[Dataset records]
*** Begin section ***

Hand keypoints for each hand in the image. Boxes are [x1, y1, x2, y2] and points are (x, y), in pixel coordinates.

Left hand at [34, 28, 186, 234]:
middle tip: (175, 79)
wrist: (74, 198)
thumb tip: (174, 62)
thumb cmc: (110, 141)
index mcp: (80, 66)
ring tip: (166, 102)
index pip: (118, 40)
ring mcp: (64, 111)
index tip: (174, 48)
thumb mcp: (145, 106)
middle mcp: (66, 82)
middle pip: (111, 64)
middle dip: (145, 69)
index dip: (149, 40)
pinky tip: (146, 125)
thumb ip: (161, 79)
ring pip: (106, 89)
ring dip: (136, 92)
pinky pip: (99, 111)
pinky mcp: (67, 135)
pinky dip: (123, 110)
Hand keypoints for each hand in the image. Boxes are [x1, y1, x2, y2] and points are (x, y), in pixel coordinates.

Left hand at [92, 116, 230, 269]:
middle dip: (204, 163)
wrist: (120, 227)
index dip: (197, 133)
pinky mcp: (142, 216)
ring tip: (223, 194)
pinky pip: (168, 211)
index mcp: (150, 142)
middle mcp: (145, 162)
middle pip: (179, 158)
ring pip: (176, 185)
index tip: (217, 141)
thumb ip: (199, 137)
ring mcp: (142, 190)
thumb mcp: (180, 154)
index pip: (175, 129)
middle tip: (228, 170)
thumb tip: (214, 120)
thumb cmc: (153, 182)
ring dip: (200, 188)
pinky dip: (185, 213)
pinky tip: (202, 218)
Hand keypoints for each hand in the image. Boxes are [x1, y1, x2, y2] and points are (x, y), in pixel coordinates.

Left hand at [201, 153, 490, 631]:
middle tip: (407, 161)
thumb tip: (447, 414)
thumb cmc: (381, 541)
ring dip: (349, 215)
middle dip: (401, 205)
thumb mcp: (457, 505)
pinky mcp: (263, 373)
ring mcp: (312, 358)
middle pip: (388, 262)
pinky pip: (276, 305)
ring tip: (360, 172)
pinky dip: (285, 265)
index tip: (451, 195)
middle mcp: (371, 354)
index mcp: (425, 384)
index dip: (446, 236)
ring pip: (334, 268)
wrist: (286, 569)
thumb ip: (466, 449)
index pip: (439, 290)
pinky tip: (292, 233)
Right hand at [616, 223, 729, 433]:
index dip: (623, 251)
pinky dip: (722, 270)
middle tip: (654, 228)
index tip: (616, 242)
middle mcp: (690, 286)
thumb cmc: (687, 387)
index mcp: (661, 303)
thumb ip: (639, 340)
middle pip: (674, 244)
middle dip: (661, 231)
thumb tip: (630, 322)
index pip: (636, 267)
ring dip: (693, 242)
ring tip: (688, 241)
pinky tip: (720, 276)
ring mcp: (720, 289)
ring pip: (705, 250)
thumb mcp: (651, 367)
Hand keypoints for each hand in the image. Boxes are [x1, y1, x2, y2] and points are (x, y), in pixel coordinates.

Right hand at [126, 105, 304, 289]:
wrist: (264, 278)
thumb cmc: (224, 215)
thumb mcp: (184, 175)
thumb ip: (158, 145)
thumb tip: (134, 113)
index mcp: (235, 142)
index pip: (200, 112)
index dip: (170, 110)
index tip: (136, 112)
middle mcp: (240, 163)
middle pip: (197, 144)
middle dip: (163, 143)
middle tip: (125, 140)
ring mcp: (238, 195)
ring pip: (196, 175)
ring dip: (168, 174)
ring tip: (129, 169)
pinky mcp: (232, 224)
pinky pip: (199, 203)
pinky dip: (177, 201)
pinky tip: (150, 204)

*** End section ***
*** Begin section ***

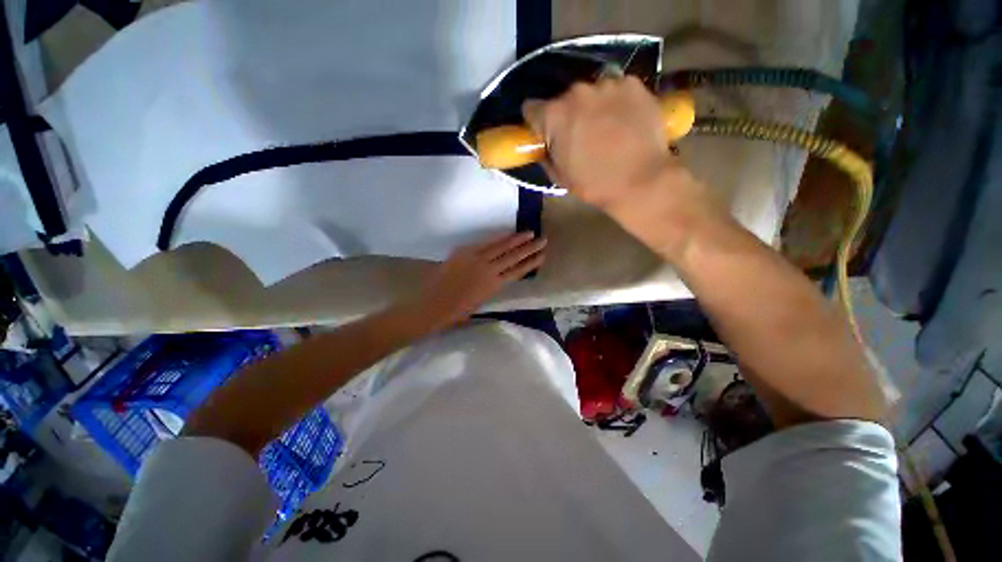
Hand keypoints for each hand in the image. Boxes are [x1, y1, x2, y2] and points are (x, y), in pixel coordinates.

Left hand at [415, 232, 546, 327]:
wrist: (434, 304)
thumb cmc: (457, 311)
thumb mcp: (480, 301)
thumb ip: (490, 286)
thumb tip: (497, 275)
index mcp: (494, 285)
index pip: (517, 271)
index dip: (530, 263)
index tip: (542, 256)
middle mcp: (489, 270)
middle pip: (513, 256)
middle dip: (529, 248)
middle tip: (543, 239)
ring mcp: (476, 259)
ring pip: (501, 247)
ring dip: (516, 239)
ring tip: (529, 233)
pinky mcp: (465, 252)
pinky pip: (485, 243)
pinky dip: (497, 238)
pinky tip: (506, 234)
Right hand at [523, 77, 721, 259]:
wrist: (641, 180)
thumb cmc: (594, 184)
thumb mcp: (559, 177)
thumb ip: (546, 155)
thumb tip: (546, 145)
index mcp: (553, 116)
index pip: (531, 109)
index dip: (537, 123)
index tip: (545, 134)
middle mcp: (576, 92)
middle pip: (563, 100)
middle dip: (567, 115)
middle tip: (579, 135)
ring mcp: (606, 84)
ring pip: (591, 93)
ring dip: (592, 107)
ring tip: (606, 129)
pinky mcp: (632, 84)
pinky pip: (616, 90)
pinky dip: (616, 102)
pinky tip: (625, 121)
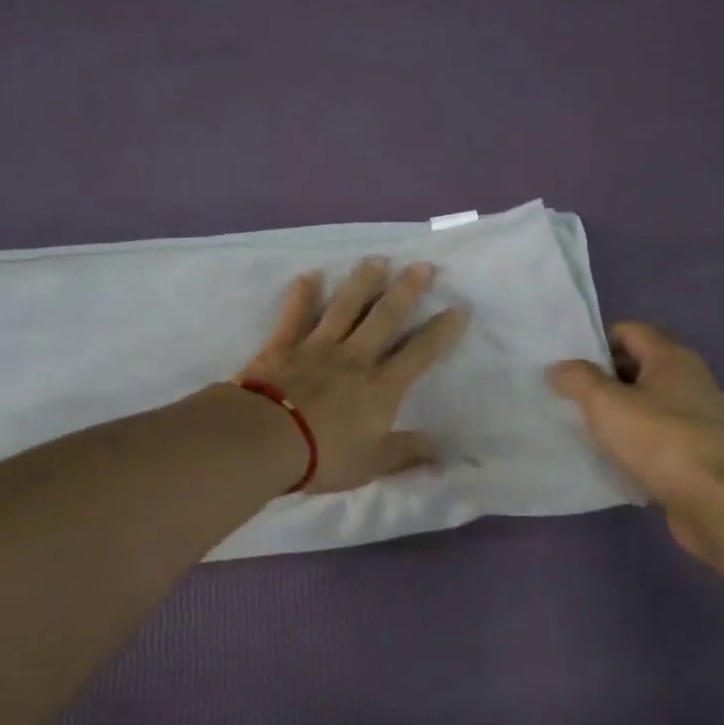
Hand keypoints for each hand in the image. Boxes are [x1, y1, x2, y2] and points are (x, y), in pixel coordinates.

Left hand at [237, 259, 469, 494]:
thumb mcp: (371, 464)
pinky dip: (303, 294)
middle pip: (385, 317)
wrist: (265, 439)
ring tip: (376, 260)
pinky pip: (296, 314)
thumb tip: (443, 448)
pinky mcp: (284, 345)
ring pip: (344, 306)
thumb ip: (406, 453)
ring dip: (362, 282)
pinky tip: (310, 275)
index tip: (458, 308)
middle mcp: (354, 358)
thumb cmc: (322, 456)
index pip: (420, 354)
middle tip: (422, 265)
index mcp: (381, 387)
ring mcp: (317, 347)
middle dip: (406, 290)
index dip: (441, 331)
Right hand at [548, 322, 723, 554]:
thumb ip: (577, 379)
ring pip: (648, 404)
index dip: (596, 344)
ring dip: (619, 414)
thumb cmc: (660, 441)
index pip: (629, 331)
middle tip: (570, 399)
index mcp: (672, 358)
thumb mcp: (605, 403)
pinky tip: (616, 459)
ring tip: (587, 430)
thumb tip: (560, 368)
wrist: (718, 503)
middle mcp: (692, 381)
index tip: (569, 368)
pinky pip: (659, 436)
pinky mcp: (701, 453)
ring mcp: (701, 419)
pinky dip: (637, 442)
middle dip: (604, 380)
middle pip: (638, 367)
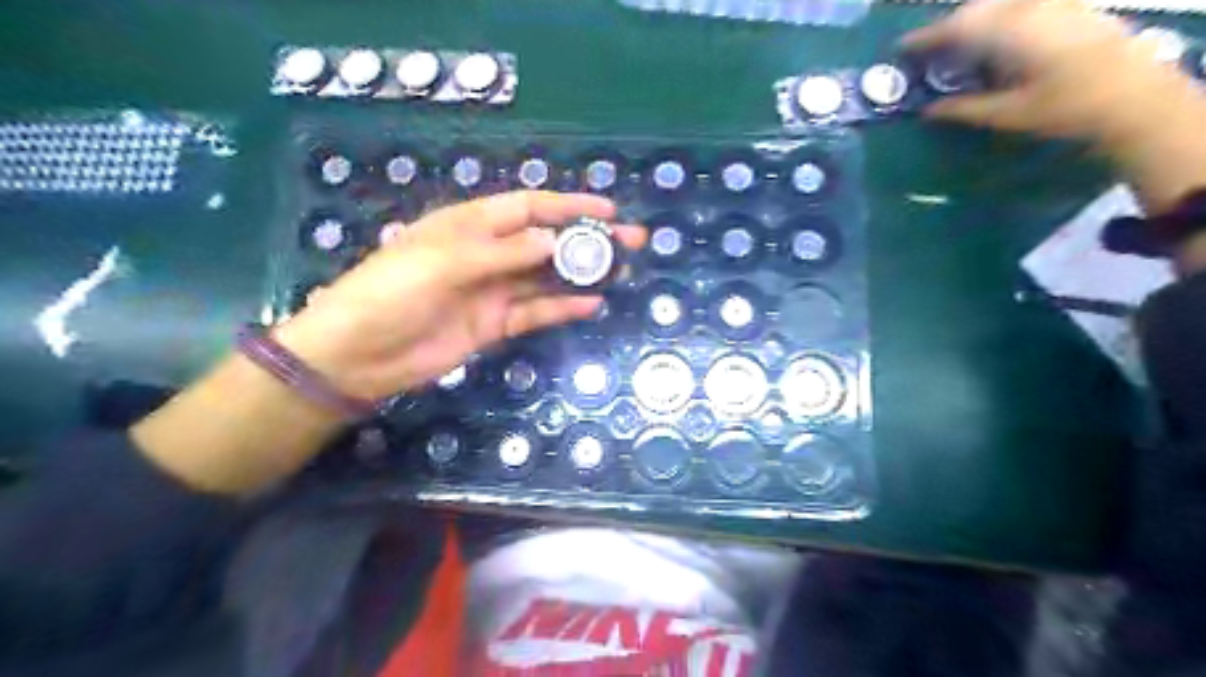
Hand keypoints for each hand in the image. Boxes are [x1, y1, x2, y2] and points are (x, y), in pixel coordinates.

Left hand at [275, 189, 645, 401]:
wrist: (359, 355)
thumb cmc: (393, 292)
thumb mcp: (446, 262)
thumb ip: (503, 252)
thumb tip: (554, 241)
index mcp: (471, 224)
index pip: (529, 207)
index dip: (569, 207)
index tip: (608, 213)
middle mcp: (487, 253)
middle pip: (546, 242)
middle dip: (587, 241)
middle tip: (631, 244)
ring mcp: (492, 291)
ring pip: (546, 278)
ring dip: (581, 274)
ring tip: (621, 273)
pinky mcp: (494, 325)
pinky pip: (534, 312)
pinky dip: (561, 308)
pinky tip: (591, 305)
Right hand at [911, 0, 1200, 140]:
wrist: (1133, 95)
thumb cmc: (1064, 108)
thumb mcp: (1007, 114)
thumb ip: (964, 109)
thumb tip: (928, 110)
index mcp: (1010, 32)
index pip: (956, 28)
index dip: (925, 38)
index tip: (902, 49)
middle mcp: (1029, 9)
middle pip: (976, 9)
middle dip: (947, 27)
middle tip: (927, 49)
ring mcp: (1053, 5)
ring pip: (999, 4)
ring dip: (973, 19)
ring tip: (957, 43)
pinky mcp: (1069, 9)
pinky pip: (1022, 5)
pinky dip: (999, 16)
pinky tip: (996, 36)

*** End section ***
*** Begin section ***

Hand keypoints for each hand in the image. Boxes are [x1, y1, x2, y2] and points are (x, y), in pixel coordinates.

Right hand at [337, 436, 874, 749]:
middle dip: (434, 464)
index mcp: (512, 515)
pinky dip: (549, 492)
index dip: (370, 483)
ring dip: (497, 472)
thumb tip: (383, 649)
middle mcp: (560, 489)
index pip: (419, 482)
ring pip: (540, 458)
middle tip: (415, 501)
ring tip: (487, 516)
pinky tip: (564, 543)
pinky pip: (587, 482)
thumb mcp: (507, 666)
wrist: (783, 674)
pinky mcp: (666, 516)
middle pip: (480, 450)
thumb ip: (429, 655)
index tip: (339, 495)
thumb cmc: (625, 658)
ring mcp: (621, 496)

*** End section ***

→ **TASK ITEM**
Starting at the line with "pinky pip: (616, 90)" in the entries above, write out every line exactly until the line with "ring pip: (344, 306)" has been written. Include no pictures and nothing more.

→ **EXPECTED ANSWER**
pinky pip: (616, 90)
pinky dip: (616, 102)
pinky tip: (625, 121)
Hand keypoints for each hand in the image. Boxes are [x1, y1, x2, y2] and points are (x, y), in pixel coordinates.

Left hand at [237, 259, 469, 494]:
thumb mcp: (371, 464)
pinky dip: (303, 294)
middle pip: (385, 317)
wrist: (265, 439)
ring tip: (376, 260)
pinky pip: (296, 314)
thumb tip: (443, 448)
pinky mcp: (284, 345)
ring pip: (344, 306)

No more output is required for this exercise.